Apitzsch: Ich brauche mir doch nur die Belegung der klassischen Kurse in der MVS-Umgebung anzuschauen. Der Rueckgang betraegt Jahr fuer Jahr rund 20 Prozent. Das haengt nicht damit zusammen, dass die Teilnehmer zur Konkurrenz abwandern oder die Lizenzen nicht mehr benoetigt werden, sondern damit, dass der Bedarf schrumpft. Ich habe frueher im technischen Aussendienst der IBM gearbeitet, und dort ging es vor allem um Systemautomation. Wir helfen dem Kunden durch unsere Serviceangebote, mit weniger DV-Personal auszukommen. Im Bildungswesen stelle ich nun fest, dass wir in der Automatisierung sehr erfolgreich waren - der Schulungsbedarf ist naemlich niedrig.

CW: Dafuer muessten Sie ja aber Ihre Kurse mit Mitarbeitern aus den Fachabteilungen voll bekommen.

Apitzsch: Ja, der Trend ist zu spueren. Ich gehe davon aus, dass wir in den naechsten fuenf Jahren auf breiter Basis DV-Fachwissen in vielen Berufen haben werden - und damit in den Fachabteilungen.

CW: Also jeder Sachbearbeiter ein kleiner DV-Experte?

Apitzsch: Na ja. Ich wuerde mich natuerlich freuen, wenn zum Beispiel eine Bank mit 1000 Instituten die gleiche Anzahl von LAN- Administratoren bei mir ausbilden moechte. Nur, die Realitaet sieht anders aus: Der Bankkaufmann muss nicht nur wissen, was ein Scheck und ein Wechsel ist, sondern er muss die Grundlagen der Informationsverarbeitung in seinem Metier beherrschen, aber nicht DV-Fachmann sein. Seine Qualifikation muss erweitert werden. Dies ist ein Thema, das wir mit anderen Anbietern in der Open Training Association (OTA) vorantreiben.

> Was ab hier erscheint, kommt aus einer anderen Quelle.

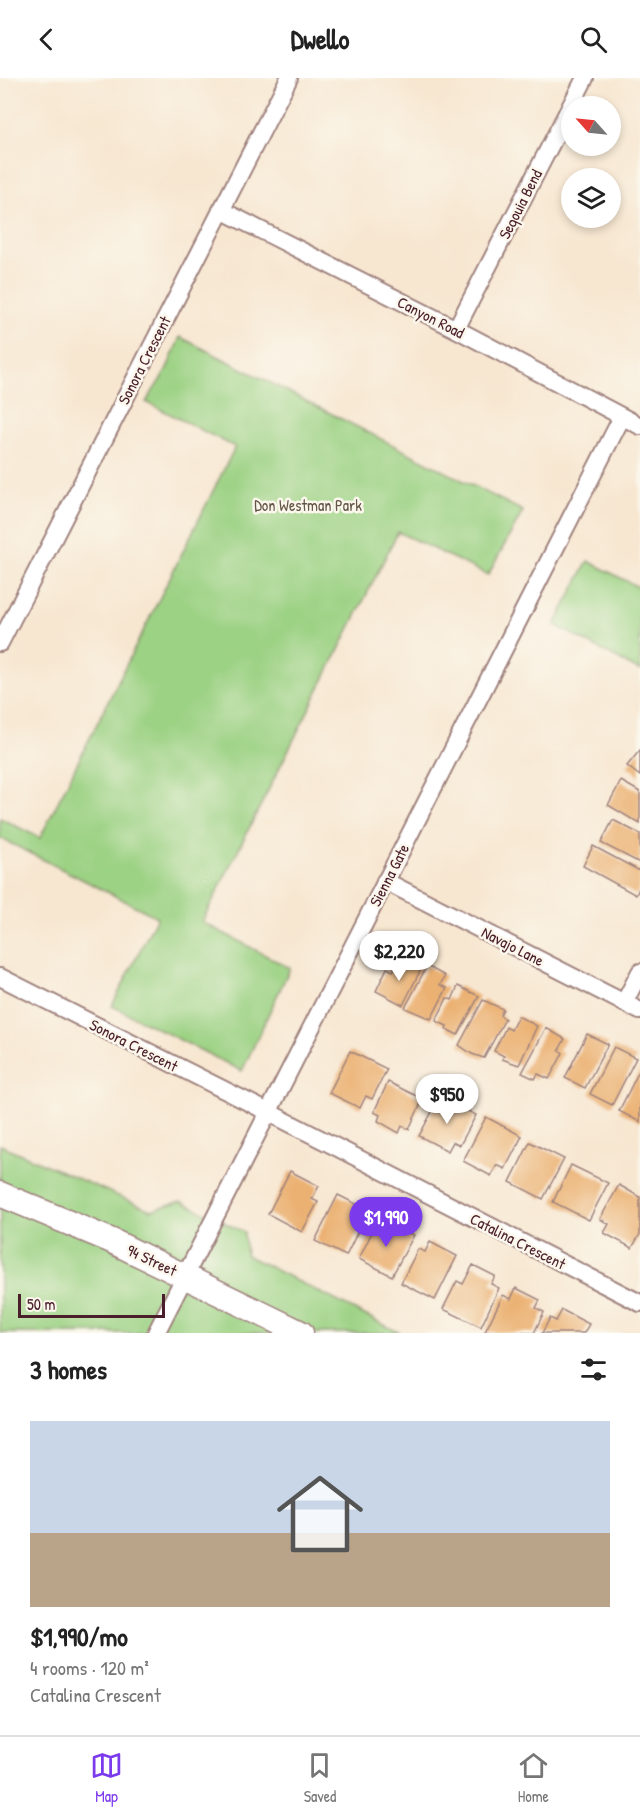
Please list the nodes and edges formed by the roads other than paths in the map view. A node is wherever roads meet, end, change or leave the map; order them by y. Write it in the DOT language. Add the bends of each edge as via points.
graph roads {
  1 [pos="288,78"];
  2 [pos="585,78"];
  3 [pos="220,210"];
  4 [pos="456,329"];
  5 [pos="622,417"];
  6 [pos="640,426"];
  7 [pos="0,643"];
  8 [pos="385,881"];
  9 [pos="640,972"];
  10 [pos="0,977"];
  11 [pos="624,1003"];
  12 [pos="640,1011"];
  13 [pos="268,1112"];
  14 [pos="0,1194"];
  15 [pos="186,1276"];
  16 [pos="640,1303"];
  17 [pos="156,1333"];
  18 [pos="301,1333"];
  1 -- 3 [label="street, Sonora Crescent"];
  2 -- 4 [label="street, Seqouia Bend"];
  3 -- 4 [label="street, Canyon Road"];
  3 -- 7 [label="street, Sonora Crescent"];
  4 -- 5 [label="street, Canyon Road"];
  5 -- 6 [label="street, Canyon Road"];
  5 -- 8 [label="street, Sienna Gate"];
  8 -- 11 [label="street, Navajo Lane"];
  8 -- 13 [label="street, Sienna Gate"];
  9 -- 11 [label="street"];
  10 -- 13 [label="street, Sonora Crescent"];
  11 -- 12 [label="street, Navajo Lane"];
  13 -- 15 [label="street, Sienna Gate"];
  13 -- 16 [label="street, Catalina Crescent"];
  14 -- 15 [label="main road, 94 Street"];
  15 -- 17 [label="street, Sienna Gate"];
  15 -- 18 [label="main road, 94 Street"];
}
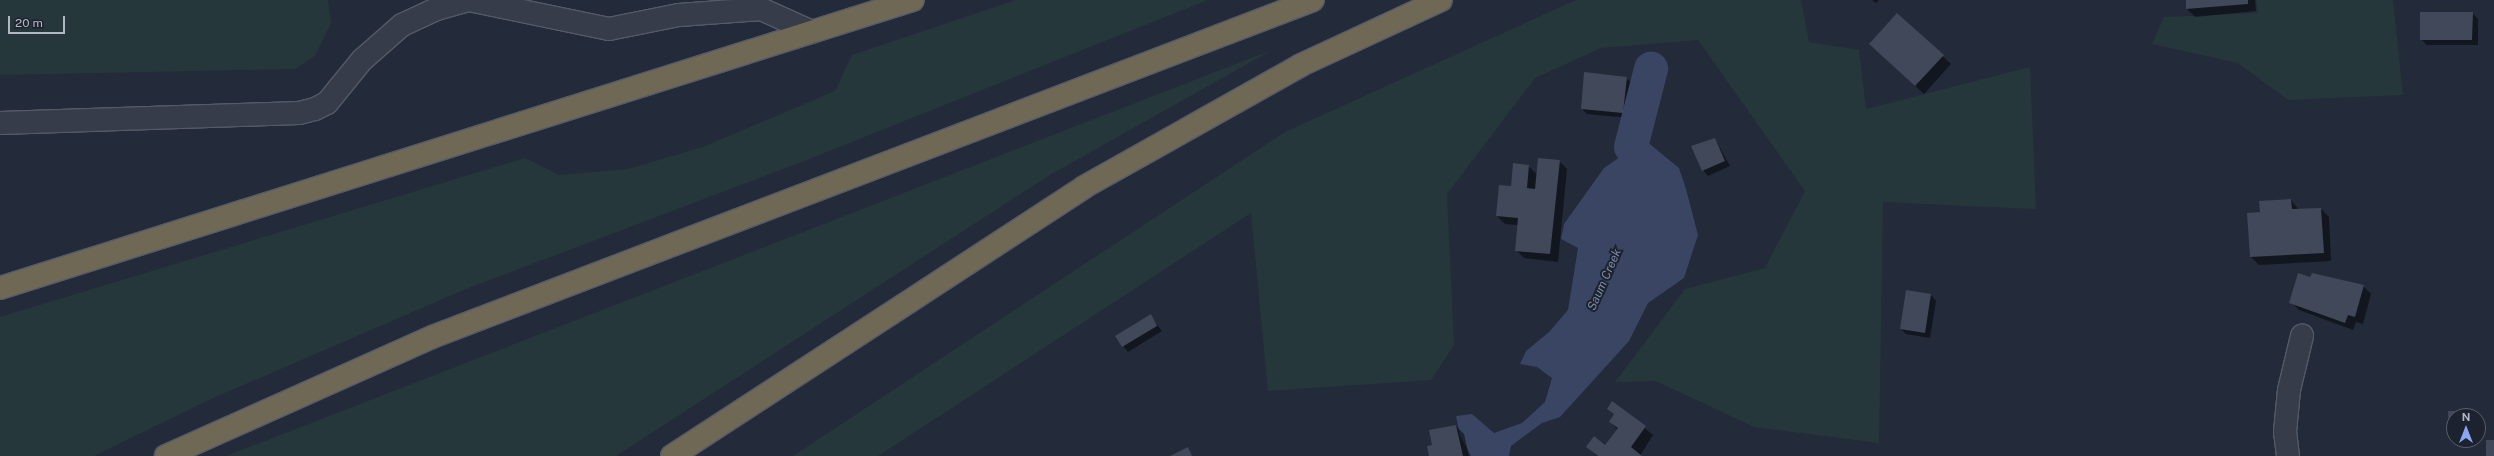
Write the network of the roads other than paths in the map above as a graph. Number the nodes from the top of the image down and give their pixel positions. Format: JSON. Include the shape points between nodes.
{"nodes":[{"id":1,"x":469,"y":0,"type":"edge"},
{"id":2,"x":913,"y":0,"type":"edge"},
{"id":3,"x":1313,"y":0,"type":"edge"},
{"id":4,"x":1441,"y":0,"type":"edge"},
{"id":5,"x":812,"y":32,"type":"junction"},
{"id":6,"x":0,"y":123,"type":"edge"},
{"id":7,"x":0,"y":288,"type":"edge"},
{"id":8,"x":2302,"y":336,"type":"dead end"},
{"id":9,"x":166,"y":456,"type":"edge"},
{"id":10,"x":672,"y":456,"type":"edge"},
{"id":11,"x":2288,"y":456,"type":"edge"}],
"edges":[{"from":1,"to":5,"type":"lane","via":[[609,29],[679,15],[761,9]]},
{"from":1,"to":6,"type":"lane","via":[[437,9],[402,25],[362,60],[327,103],[299,114]]},
{"from":2,"to":5,"type":"highway"},
{"from":3,"to":9,"type":"highway","via":[[432,338]]},
{"from":4,"to":10,"type":"highway","via":[[1301,64],[1098,179]]},
{"from":5,"to":7,"type":"highway"},
{"from":8,"to":11,"type":"lane","via":[[2288,390],[2285,432]]}]}
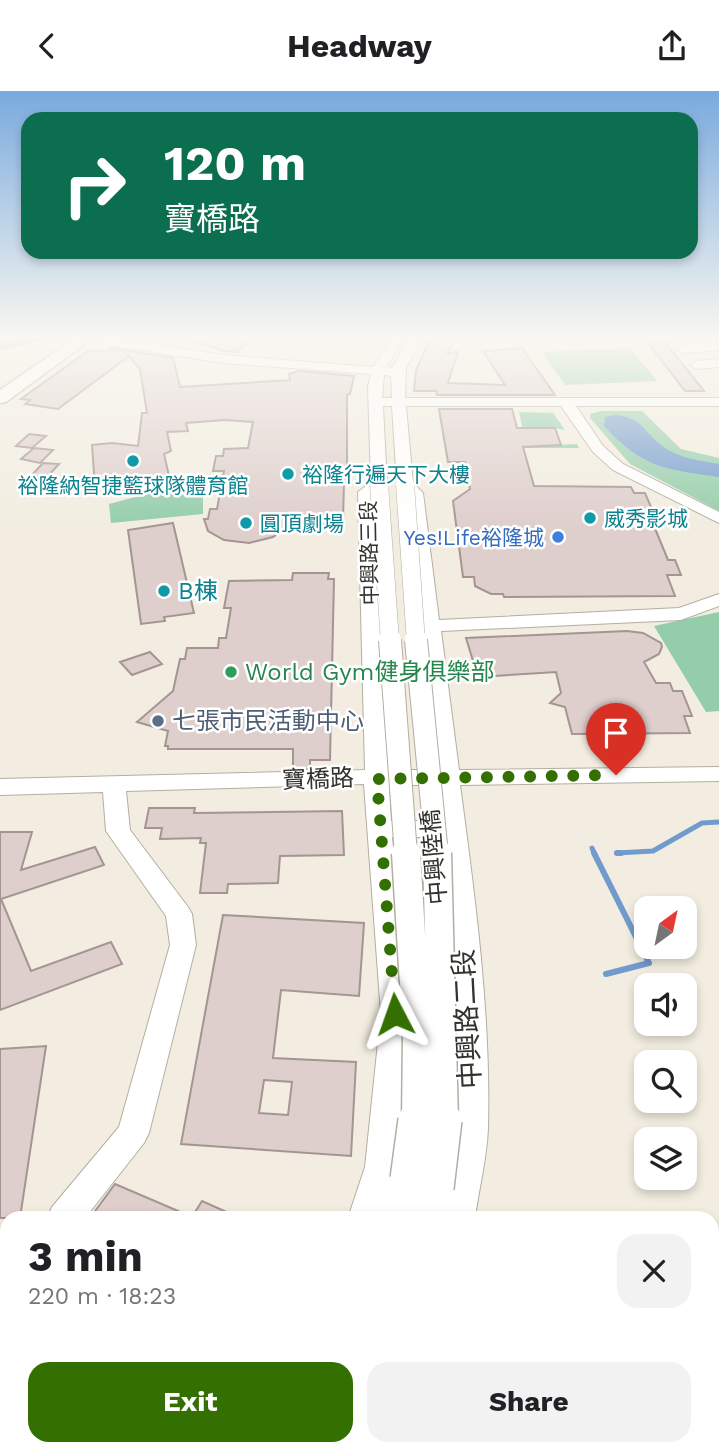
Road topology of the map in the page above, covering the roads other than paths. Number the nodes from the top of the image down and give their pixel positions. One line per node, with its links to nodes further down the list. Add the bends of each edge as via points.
1 (375, 402): 2 (street); 5 (street, 中興路三段)
2 (398, 402): 4 (street); 6 (street, 中興路三段)
3 (719, 403): 4 (street)
4 (567, 404): 7 (street, via 598,449 618,467)
5 (379, 484): 10 (street, 中興路三段, via 366,492); 19 (street, 中興陸橋, bridge, via 410,892)
6 (405, 484): 9 (street, 中興路三段, via 415,493); 19 (street, 中興陸橋, bridge, via 418,683 439,873 445,1114)
7 (719, 518)
8 (719, 600): 9 (street, via 681,614)
9 (430, 626): 11 (street, 中興路三段)
10 (375, 707): 11 (street); 14 (street, 中興路三段)
11 (441, 708): 13 (street, 中興路三段)
12 (719, 774): 13 (street, 寶橋路)
13 (448, 777): 14 (street, 寶橋路); 18 (street, 中興路二段)
14 (377, 779): 15 (street, 寶橋路); 17 (street)
15 (114, 785): 16 (street, 寶橋路); 20 (street, via 118,831 179,914 183,945 134,1133)
16 (0, 787)
17 (379, 829): 18 (street); 21 (street, via 395,1014 381,1167)
18 (454, 829): 23 (street, 中興路二段, via 473,1075 472,1131)
19 (424, 1195): 22 (street)
20 (70, 1211)
21 (367, 1211)
22 (405, 1211)
23 (459, 1211)

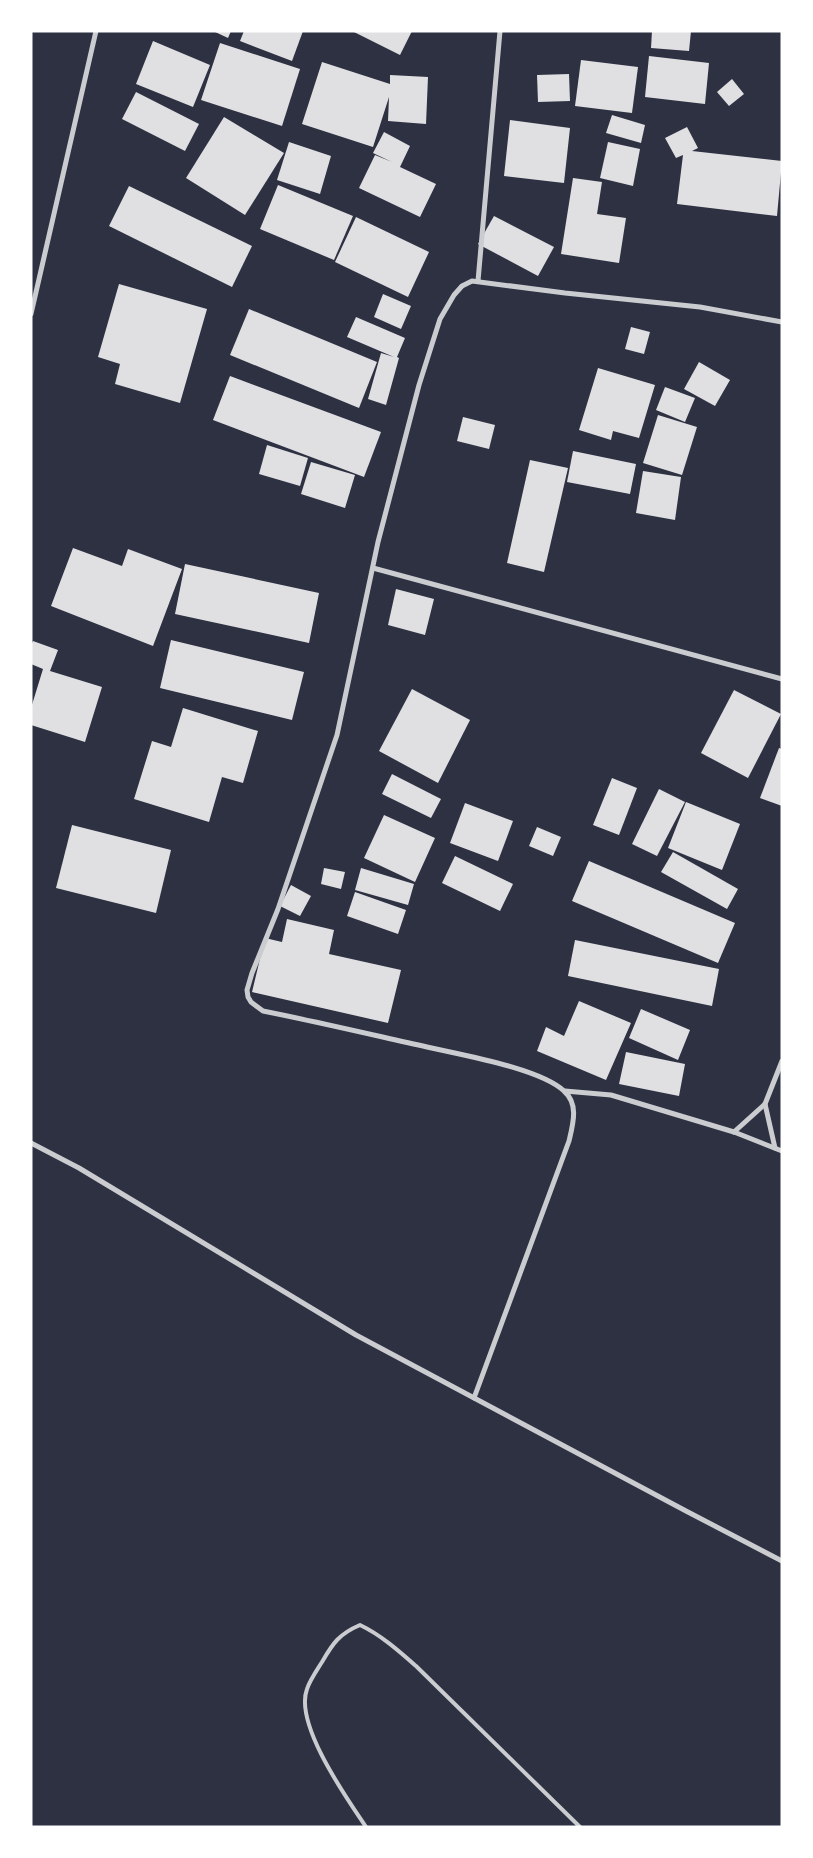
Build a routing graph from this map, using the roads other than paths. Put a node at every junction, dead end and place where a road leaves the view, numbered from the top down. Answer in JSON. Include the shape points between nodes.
{"nodes":[{"id":1,"x":96,"y":31,"type":"edge"},
{"id":2,"x":500,"y":31,"type":"edge"},
{"id":3,"x":478,"y":281,"type":"junction"},
{"id":4,"x":31,"y":314,"type":"edge"},
{"id":5,"x":782,"y":322,"type":"edge"},
{"id":6,"x":373,"y":568,"type":"junction"},
{"id":7,"x":782,"y":679,"type":"edge"},
{"id":8,"x":782,"y":1061,"type":"edge"},
{"id":9,"x":565,"y":1092,"type":"junction"},
{"id":10,"x":765,"y":1104,"type":"junction"},
{"id":11,"x":734,"y":1132,"type":"junction"},
{"id":12,"x":31,"y":1143,"type":"edge"},
{"id":13,"x":775,"y":1148,"type":"junction"},
{"id":14,"x":782,"y":1151,"type":"edge"},
{"id":15,"x":474,"y":1398,"type":"junction"},
{"id":16,"x":782,"y":1561,"type":"edge"},
{"id":17,"x":366,"y":1827,"type":"edge"},
{"id":18,"x":580,"y":1827,"type":"edge"}],
"edges":[{"from":1,"to":4,"type":"street"},
{"from":2,"to":3,"type":"street"},
{"from":3,"to":5,"type":"street","via":[[700,307]]},
{"from":3,"to":6,"type":"street","via":[[462,286],[440,319],[419,385]]},
{"from":6,"to":7,"type":"street"},
{"from":6,"to":9,"type":"street","via":[[337,735],[278,909],[252,973],[248,997],[264,1011],[488,1061],[545,1078]]},
{"from":8,"to":10,"type":"street"},
{"from":9,"to":11,"type":"street","via":[[611,1095]]},
{"from":9,"to":15,"type":"street","via":[[573,1105],[574,1120],[569,1141]]},
{"from":10,"to":11,"type":"street"},
{"from":10,"to":13,"type":"street"},
{"from":11,"to":13,"type":"street"},
{"from":12,"to":15,"type":"street","via":[[79,1168],[356,1335]]},
{"from":13,"to":14,"type":"street"},
{"from":15,"to":16,"type":"street"},
{"from":17,"to":18,"type":"lane","via":[[321,1755],[304,1713],[306,1689],[331,1647],[345,1632],[360,1626],[387,1642],[416,1666]]}]}
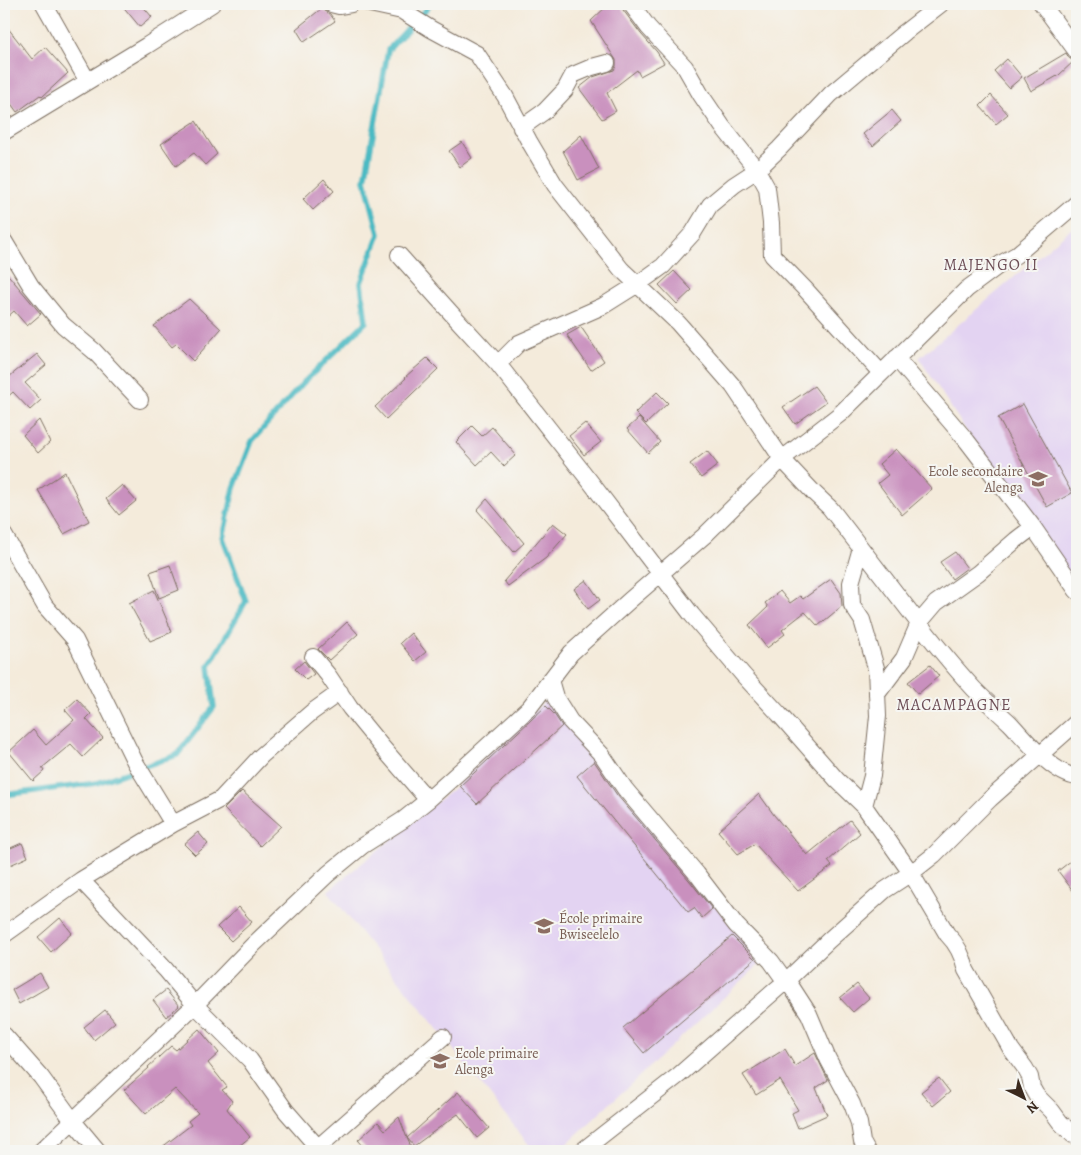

CW: Welche Rolle spielt fuer Sie das Thema Online-Lernen?

Apitzsch: Wir wollen bis Ende des Jahres Seminare ueber das Internet zur Verfuegung stellen. So kann sich dann jeder Mitarbeiter die Kurse an den Arbeitsplatz holen. Es ist einfach nicht wirtschaftlich, Ami Pro vier Stunden in Herrenberg fuer einen Teilnehmer aus Kiel zu unterrichten. Gehalts- und Reisekosten uebersteigen die Kursgebuehren um ein Mehrfaches.

CW: Welches sind die Alternativen?

Apitzsch: Unser Ziel muss sein, eine groessere Modularitaet beim Bildungsangebot zu erreichen, damit sich jeder zielgerichtet weiterbilden kann. Der Teilnehmer soll ein Angebot vorfinden mit Elementen des Selbststudiums, des Frontalunterrichts und des Computer Based Training.